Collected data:
○ ○ ○ ○
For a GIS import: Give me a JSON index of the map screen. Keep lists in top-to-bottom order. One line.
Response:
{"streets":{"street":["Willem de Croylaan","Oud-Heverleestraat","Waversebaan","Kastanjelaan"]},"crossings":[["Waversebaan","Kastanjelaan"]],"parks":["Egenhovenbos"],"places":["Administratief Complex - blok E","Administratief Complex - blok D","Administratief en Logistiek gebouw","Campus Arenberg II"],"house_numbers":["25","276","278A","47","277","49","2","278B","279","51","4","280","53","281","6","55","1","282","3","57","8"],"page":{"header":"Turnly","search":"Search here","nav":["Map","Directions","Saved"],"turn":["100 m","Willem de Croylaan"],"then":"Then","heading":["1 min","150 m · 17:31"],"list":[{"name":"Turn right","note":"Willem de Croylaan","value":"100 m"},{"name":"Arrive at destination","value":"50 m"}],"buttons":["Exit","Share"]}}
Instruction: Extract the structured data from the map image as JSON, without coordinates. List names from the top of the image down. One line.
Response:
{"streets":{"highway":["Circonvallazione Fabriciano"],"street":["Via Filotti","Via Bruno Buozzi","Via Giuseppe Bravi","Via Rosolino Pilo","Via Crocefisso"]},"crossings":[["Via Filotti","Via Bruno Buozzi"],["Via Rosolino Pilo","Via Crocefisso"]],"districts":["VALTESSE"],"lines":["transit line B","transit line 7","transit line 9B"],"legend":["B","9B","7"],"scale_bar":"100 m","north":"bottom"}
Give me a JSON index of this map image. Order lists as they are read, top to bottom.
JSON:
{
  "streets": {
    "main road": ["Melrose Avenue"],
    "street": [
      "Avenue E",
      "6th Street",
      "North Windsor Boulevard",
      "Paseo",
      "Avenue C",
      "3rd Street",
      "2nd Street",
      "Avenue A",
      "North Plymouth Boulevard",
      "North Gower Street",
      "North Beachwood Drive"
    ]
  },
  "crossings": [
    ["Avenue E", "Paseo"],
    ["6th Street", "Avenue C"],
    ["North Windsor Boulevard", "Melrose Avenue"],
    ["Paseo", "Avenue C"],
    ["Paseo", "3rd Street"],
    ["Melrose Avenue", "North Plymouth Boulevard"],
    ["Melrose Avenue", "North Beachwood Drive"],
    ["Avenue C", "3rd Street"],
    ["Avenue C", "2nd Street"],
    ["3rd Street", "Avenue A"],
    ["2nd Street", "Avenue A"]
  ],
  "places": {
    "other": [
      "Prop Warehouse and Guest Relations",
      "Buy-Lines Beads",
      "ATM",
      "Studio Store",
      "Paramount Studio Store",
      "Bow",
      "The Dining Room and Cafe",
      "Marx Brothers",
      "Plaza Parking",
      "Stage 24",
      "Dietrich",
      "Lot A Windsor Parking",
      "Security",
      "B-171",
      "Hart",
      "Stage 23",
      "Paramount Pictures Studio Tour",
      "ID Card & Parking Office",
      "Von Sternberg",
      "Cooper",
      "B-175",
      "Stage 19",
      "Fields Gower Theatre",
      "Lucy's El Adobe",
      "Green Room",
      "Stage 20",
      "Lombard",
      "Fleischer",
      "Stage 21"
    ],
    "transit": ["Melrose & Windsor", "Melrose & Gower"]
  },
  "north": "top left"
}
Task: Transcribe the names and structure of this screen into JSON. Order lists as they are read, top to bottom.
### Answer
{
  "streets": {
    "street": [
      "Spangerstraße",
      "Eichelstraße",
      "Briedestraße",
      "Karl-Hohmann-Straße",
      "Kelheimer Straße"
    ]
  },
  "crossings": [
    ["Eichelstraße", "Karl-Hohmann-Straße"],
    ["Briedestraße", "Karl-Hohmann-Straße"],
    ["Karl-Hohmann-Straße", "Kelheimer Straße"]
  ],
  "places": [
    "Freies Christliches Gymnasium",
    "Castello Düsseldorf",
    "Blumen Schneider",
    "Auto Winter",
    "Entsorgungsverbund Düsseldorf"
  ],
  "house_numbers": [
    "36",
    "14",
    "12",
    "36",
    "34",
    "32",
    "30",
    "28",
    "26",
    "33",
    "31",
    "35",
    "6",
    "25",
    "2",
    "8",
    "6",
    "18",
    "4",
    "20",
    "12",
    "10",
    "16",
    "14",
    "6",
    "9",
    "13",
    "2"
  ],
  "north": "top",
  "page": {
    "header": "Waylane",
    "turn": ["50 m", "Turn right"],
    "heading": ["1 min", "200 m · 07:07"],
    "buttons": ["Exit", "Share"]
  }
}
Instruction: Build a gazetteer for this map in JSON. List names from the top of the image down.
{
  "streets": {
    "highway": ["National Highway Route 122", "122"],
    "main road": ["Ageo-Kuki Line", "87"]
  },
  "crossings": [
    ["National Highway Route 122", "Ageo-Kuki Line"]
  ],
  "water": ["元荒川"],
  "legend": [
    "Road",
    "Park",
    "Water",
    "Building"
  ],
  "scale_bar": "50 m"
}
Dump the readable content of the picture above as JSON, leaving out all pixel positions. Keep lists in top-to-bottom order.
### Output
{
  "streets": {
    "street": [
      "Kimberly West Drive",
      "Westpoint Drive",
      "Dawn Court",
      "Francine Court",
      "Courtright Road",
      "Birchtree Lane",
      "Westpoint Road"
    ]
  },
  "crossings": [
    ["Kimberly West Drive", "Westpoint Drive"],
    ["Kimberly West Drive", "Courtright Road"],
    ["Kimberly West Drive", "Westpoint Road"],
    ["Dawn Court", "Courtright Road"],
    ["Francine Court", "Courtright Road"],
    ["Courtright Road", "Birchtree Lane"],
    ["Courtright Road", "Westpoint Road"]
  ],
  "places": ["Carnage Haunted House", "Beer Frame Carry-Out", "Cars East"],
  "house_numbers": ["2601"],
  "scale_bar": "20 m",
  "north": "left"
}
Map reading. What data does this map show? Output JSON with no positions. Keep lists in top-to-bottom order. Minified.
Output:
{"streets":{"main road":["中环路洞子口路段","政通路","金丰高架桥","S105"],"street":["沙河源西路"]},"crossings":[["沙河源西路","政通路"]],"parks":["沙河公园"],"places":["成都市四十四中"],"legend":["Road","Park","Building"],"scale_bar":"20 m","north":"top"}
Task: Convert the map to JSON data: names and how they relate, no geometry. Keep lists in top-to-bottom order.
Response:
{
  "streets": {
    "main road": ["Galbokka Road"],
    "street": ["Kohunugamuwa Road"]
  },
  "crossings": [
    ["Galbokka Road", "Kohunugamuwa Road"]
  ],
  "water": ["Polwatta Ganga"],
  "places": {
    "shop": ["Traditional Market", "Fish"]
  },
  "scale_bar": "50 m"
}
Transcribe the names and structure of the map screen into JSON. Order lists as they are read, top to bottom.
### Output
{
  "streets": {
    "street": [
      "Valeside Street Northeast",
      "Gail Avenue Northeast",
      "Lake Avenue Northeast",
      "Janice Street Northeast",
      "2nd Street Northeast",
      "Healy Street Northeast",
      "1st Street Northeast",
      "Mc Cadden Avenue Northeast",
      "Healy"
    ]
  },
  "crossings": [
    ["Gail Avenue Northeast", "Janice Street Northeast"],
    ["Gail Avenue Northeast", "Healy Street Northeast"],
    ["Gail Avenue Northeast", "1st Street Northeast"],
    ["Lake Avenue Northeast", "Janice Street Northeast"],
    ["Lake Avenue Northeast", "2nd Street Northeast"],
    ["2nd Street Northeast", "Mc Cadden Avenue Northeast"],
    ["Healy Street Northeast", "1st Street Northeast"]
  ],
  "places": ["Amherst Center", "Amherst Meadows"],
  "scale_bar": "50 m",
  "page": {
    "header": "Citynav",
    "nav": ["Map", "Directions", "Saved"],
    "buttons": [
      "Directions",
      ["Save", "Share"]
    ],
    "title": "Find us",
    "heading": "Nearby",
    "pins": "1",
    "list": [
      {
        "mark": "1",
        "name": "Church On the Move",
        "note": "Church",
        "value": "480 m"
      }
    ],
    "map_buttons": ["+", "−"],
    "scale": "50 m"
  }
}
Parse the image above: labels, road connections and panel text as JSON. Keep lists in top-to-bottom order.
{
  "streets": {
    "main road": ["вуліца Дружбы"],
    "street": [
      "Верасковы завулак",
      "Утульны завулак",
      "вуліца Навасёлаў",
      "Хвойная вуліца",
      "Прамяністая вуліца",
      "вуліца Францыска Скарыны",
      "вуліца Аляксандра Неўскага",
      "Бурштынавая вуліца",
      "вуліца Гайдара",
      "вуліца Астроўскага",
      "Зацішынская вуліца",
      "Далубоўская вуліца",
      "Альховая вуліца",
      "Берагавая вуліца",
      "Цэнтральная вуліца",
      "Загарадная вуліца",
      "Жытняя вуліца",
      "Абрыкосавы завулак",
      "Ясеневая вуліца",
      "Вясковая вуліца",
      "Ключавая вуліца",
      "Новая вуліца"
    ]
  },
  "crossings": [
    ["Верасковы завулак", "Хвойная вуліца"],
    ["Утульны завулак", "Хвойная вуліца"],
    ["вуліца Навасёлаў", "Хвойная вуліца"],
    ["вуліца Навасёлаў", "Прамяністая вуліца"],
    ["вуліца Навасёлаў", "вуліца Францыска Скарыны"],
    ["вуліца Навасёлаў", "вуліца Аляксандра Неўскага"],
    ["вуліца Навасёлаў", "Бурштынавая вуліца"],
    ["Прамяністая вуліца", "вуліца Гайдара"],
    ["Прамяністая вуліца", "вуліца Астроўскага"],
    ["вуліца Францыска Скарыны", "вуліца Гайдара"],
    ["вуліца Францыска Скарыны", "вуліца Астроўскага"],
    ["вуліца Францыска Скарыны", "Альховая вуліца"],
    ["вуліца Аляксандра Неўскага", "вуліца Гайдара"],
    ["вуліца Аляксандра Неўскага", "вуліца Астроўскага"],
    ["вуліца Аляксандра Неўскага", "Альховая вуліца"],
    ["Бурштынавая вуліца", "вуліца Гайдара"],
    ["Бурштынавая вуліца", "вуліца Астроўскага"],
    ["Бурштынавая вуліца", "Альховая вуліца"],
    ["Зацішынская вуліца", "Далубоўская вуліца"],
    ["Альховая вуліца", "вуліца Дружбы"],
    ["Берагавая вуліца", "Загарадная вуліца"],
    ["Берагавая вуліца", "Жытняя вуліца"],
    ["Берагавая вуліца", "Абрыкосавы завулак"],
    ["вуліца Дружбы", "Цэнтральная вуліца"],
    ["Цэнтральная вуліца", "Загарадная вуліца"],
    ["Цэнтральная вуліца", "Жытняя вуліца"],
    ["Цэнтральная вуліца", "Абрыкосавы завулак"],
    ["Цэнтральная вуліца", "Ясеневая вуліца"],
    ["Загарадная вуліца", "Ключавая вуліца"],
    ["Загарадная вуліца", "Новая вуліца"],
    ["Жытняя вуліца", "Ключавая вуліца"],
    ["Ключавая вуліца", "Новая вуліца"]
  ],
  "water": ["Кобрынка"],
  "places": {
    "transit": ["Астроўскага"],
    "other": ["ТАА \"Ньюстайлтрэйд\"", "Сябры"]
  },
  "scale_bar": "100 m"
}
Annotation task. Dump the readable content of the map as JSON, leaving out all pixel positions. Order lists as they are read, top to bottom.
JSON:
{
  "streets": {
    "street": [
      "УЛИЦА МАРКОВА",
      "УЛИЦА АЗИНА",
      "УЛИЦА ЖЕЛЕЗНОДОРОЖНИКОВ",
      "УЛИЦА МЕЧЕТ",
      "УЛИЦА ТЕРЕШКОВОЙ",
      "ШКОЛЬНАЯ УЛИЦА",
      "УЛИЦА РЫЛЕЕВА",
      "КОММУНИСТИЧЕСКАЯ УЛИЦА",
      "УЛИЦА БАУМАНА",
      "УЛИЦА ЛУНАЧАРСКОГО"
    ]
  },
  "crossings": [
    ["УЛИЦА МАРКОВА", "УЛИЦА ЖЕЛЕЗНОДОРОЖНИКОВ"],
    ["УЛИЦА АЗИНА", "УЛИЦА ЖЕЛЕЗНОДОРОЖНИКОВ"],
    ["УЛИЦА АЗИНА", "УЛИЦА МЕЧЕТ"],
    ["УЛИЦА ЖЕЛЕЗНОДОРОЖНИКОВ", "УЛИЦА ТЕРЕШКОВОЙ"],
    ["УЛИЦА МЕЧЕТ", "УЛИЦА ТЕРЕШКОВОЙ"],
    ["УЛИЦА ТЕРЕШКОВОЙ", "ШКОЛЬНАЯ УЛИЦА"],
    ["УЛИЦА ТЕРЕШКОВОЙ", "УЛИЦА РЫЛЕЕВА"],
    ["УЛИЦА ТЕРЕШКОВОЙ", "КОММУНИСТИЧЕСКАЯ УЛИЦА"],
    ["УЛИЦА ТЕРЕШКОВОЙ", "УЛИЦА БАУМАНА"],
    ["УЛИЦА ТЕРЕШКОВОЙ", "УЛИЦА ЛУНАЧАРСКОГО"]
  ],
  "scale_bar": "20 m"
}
○ ○ ○ ○
- Instructions to follow -
Copy the lines above that hold the word "Building".

- Answer box -
    "Building"
{"streets":{"main road":["中环路洞子口路段","政通路","金丰高架桥","S105"],"street":["沙河源西路"]},"crossings":[["沙河源西路","政通路"]],"parks":["沙河公园"],"places":["成都市四十四中"],"legend":["Road","Park","Building"],"scale_bar":"20 m","north":"top"}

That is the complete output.